# [Records for this exercise]
_ _ _ _ _ _ _

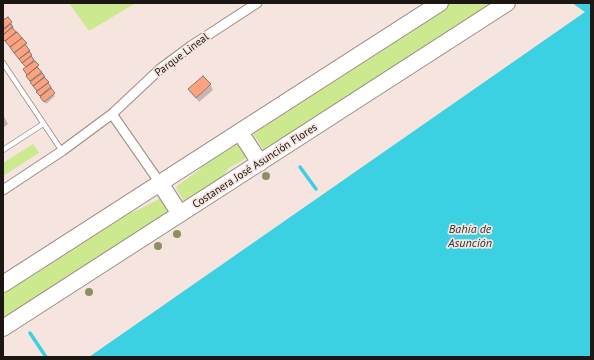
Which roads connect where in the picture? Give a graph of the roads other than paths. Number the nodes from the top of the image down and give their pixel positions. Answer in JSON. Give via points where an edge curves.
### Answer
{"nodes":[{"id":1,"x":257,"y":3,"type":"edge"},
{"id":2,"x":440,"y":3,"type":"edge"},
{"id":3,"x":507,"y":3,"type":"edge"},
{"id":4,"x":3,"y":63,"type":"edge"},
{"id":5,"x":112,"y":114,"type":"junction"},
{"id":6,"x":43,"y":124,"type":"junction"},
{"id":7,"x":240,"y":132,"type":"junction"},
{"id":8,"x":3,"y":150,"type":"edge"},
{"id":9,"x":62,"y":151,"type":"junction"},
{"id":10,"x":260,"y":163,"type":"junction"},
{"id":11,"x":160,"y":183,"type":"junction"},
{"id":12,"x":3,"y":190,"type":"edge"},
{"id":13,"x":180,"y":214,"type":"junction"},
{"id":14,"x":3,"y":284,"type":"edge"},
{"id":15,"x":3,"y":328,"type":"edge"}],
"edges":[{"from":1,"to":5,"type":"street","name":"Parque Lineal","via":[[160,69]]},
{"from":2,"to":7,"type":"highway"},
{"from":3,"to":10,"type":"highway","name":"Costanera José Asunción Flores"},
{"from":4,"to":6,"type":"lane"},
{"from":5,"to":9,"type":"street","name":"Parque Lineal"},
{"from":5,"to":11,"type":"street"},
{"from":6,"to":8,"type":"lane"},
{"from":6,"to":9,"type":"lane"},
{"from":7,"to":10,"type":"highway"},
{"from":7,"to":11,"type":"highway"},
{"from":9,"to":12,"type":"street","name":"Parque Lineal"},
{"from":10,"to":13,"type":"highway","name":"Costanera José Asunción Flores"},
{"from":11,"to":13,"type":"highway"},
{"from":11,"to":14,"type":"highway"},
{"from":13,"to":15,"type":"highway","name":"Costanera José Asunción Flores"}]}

_ _ _ _ _ _ _

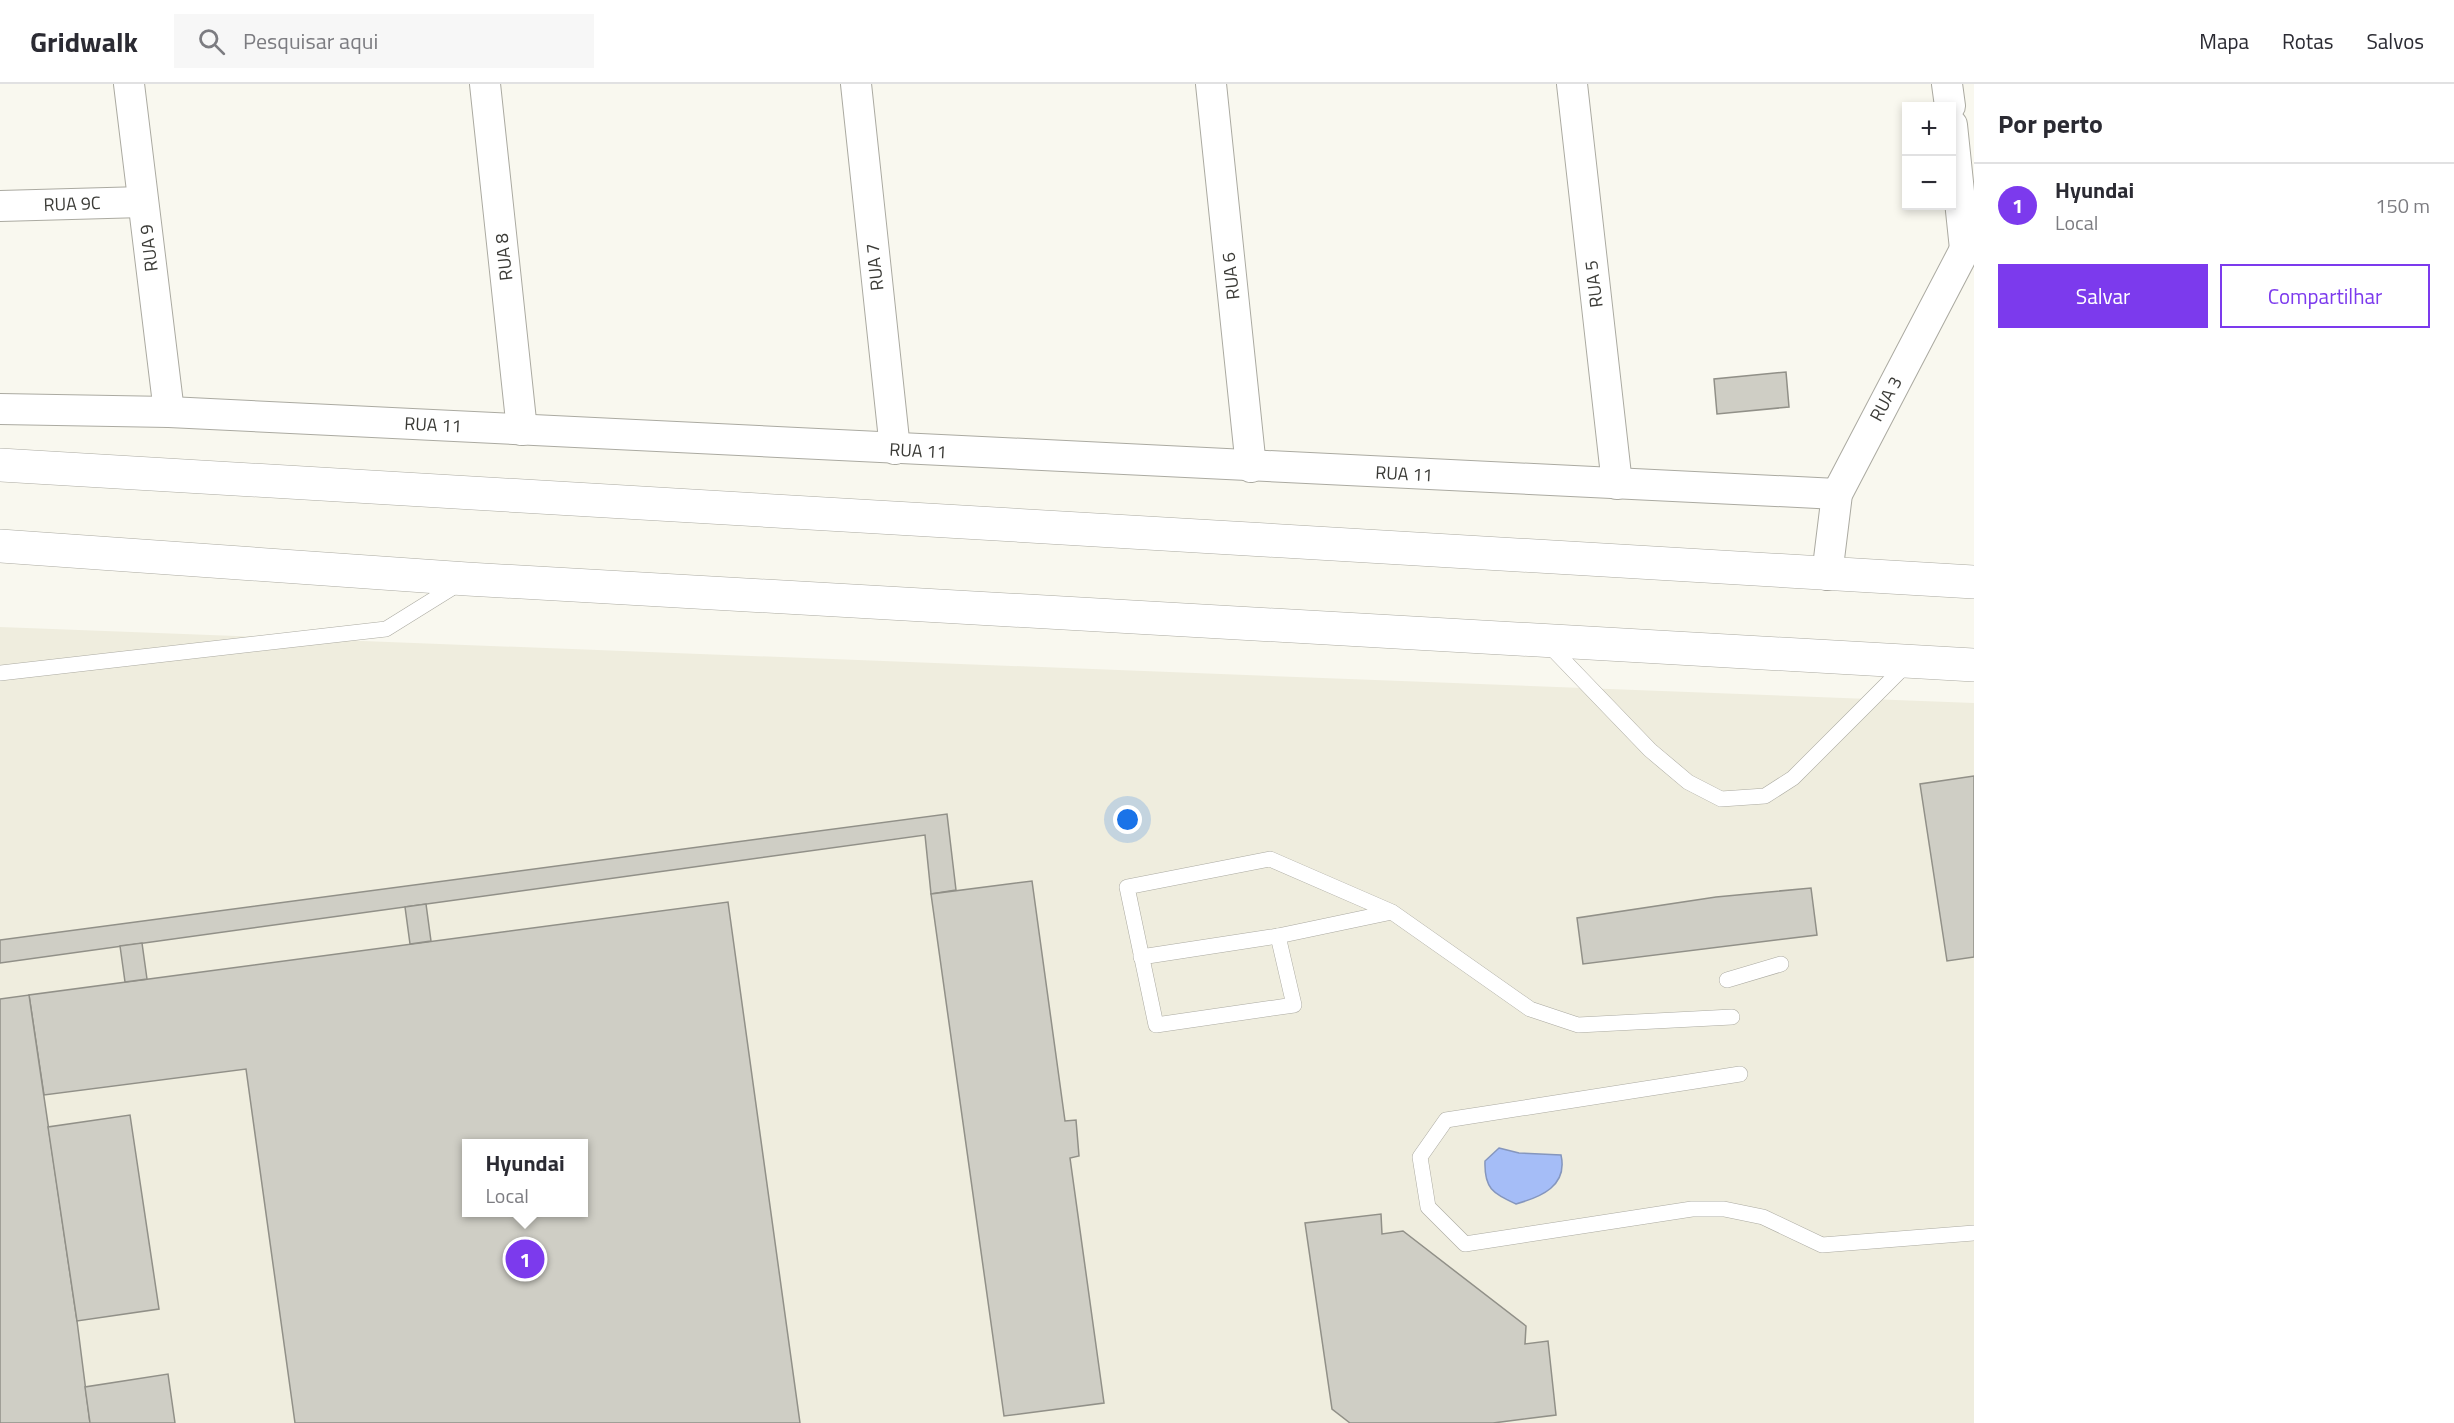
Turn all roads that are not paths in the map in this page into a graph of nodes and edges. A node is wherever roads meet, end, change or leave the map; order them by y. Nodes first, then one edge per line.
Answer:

_ _ _ _ _ _ _

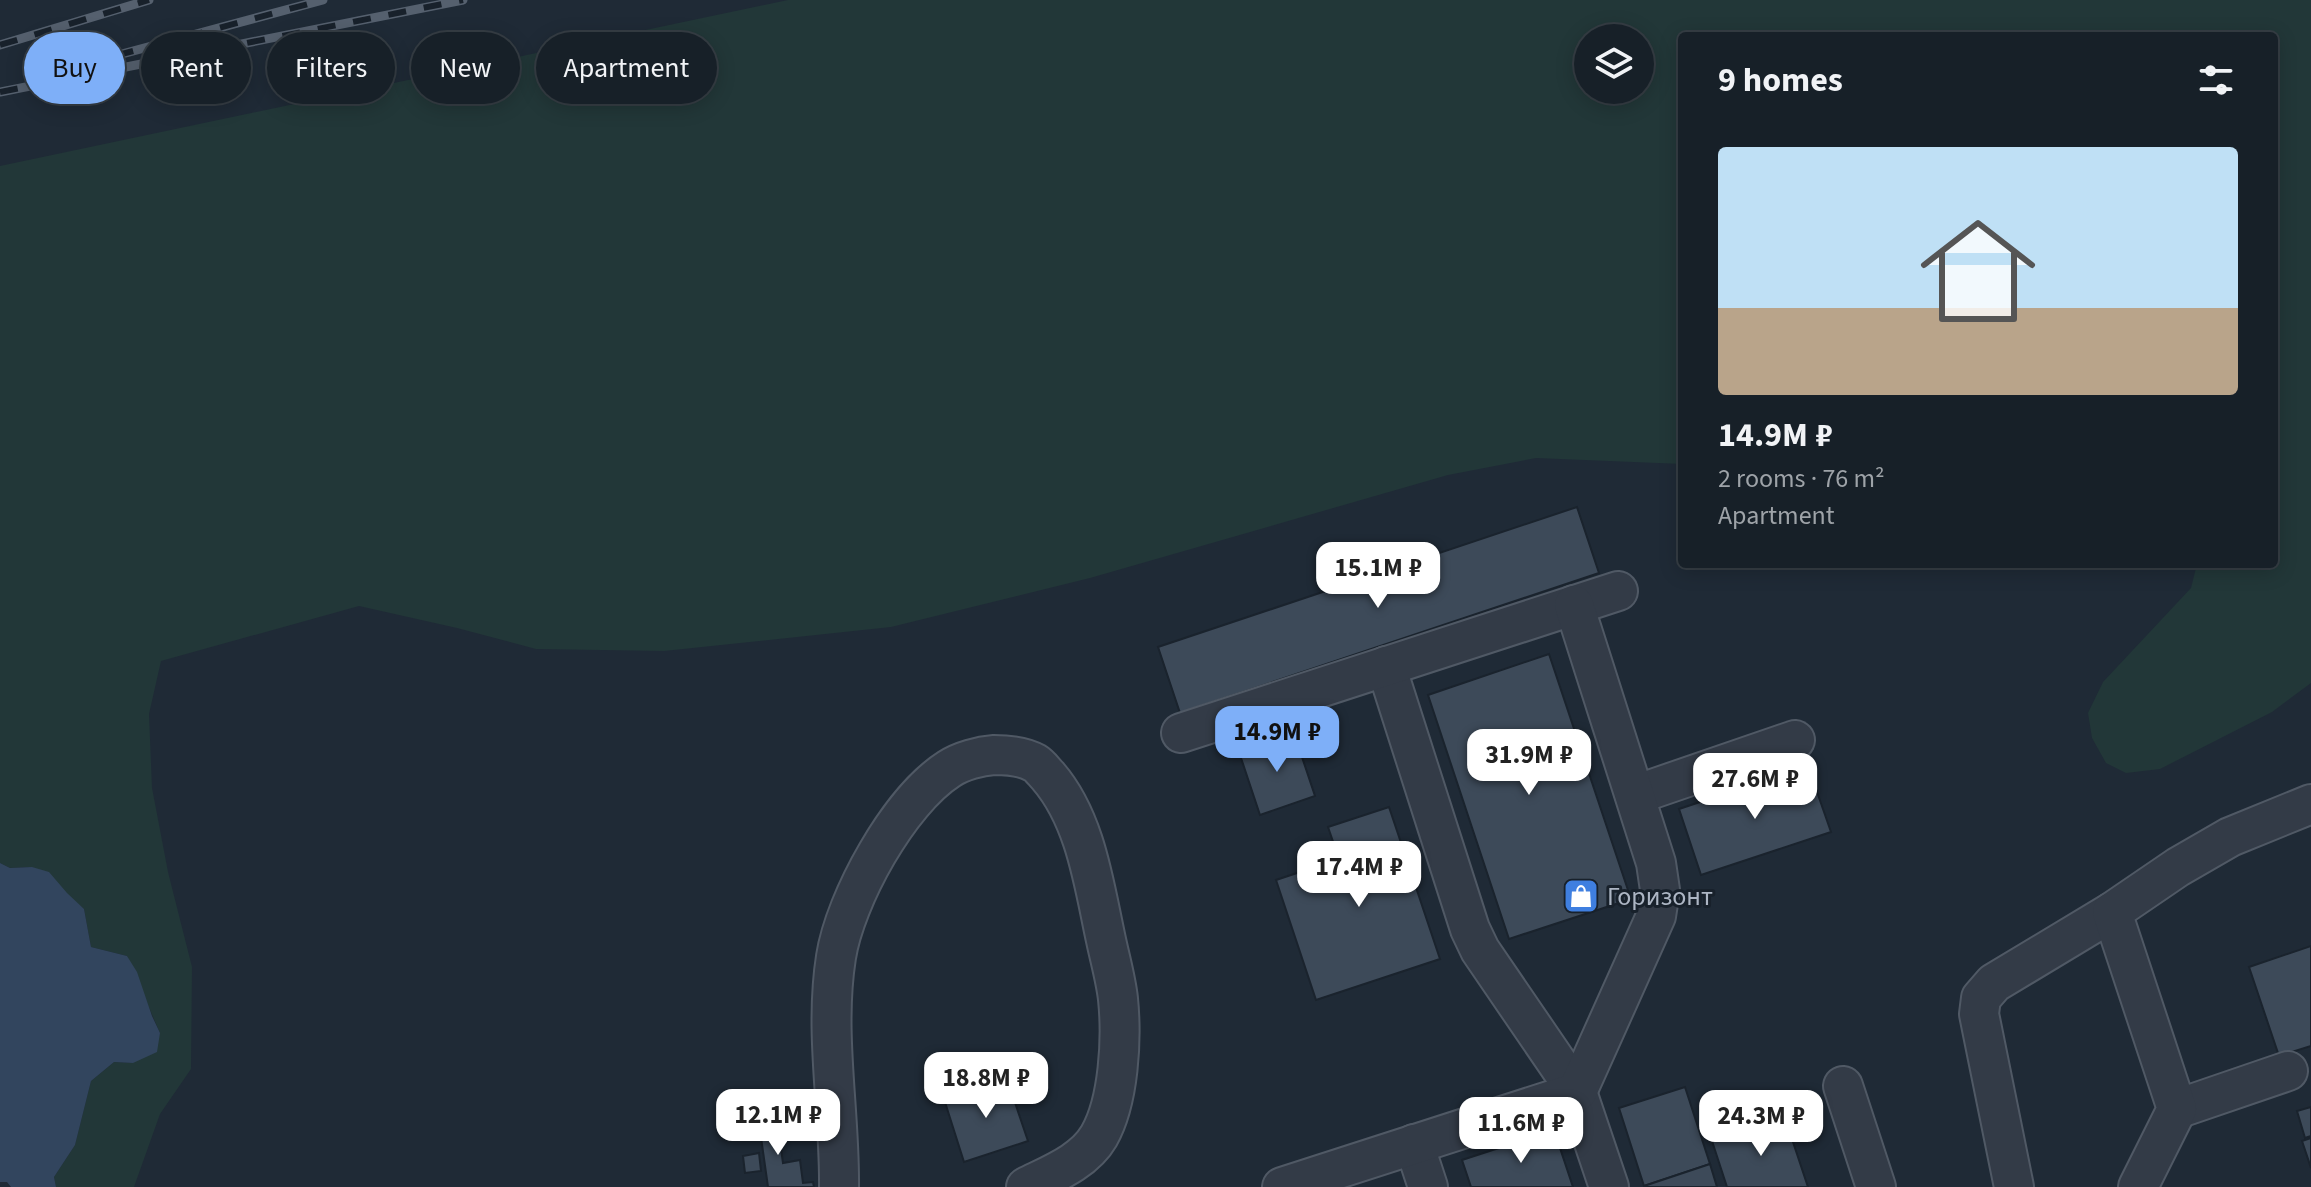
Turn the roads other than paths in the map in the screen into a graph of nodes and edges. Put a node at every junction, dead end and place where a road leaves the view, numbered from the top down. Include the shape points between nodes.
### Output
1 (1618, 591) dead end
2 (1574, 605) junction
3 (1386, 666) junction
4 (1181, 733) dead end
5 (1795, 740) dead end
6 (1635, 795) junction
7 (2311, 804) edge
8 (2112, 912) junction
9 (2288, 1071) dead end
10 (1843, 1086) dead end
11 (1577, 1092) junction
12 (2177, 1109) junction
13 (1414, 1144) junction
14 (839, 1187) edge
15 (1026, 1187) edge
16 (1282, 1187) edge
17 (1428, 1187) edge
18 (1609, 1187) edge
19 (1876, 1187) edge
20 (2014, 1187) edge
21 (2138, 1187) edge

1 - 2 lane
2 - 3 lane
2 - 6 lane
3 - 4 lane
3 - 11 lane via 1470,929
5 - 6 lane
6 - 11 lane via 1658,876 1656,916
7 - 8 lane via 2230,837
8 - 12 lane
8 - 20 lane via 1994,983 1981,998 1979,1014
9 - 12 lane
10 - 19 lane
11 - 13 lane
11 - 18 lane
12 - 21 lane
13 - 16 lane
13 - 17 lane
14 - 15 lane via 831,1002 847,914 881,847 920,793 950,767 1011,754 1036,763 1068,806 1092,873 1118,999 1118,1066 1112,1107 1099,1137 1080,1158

_ _ _ _ _ _ _

# [Exercise]
Search the entries above for the string "points". Copy each line that holds it.

# [Solution to this exercise]
Which roads connect where in the picture? Give a graph of the roads other than paths. Number the nodes from the top of the image down and give their pixel positions. Answer in JSON. Give via points where an edge curves.
Turn the roads other than paths in the map in the screen into a graph of nodes and edges. Put a node at every junction, dead end and place where a road leaves the view, numbered from the top down. Include the shape points between nodes.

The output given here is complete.